====== DATA FOR THE TASK

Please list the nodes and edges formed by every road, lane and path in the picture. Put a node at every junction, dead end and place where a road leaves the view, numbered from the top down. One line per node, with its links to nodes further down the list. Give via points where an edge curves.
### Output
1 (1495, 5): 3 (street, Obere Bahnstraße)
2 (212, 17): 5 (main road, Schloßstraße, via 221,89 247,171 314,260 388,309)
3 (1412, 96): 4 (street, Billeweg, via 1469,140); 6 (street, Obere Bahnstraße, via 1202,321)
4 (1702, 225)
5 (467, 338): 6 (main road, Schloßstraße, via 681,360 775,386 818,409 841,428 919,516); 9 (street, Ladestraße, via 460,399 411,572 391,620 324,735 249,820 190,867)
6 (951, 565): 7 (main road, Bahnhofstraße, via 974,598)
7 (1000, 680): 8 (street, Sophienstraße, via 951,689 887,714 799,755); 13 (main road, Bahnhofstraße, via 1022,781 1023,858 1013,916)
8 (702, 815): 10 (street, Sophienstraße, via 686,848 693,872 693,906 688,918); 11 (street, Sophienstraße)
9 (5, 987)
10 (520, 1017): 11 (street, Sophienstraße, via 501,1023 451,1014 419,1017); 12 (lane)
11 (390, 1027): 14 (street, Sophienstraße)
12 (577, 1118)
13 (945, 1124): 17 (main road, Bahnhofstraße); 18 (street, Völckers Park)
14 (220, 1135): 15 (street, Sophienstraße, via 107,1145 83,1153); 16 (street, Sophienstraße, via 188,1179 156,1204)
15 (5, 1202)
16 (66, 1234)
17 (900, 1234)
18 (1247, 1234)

============

Return every record above exactly, line by line.

Please list the nodes and edges formed by every road, lane and path in the picture. Put a node at every junction, dead end and place where a road leaves the view, numbered from the top down. One line per node, with its links to nodes further down the list. Give via points where an edge curves.
### Output
1 (1495, 5): 3 (street, Obere Bahnstraße)
2 (212, 17): 5 (main road, Schloßstraße, via 221,89 247,171 314,260 388,309)
3 (1412, 96): 4 (street, Billeweg, via 1469,140); 6 (street, Obere Bahnstraße, via 1202,321)
4 (1702, 225)
5 (467, 338): 6 (main road, Schloßstraße, via 681,360 775,386 818,409 841,428 919,516); 9 (street, Ladestraße, via 460,399 411,572 391,620 324,735 249,820 190,867)
6 (951, 565): 7 (main road, Bahnhofstraße, via 974,598)
7 (1000, 680): 8 (street, Sophienstraße, via 951,689 887,714 799,755); 13 (main road, Bahnhofstraße, via 1022,781 1023,858 1013,916)
8 (702, 815): 10 (street, Sophienstraße, via 686,848 693,872 693,906 688,918); 11 (street, Sophienstraße)
9 (5, 987)
10 (520, 1017): 11 (street, Sophienstraße, via 501,1023 451,1014 419,1017); 12 (lane)
11 (390, 1027): 14 (street, Sophienstraße)
12 (577, 1118)
13 (945, 1124): 17 (main road, Bahnhofstraße); 18 (street, Völckers Park)
14 (220, 1135): 15 (street, Sophienstraße, via 107,1145 83,1153); 16 (street, Sophienstraße, via 188,1179 156,1204)
15 (5, 1202)
16 (66, 1234)
17 (900, 1234)
18 (1247, 1234)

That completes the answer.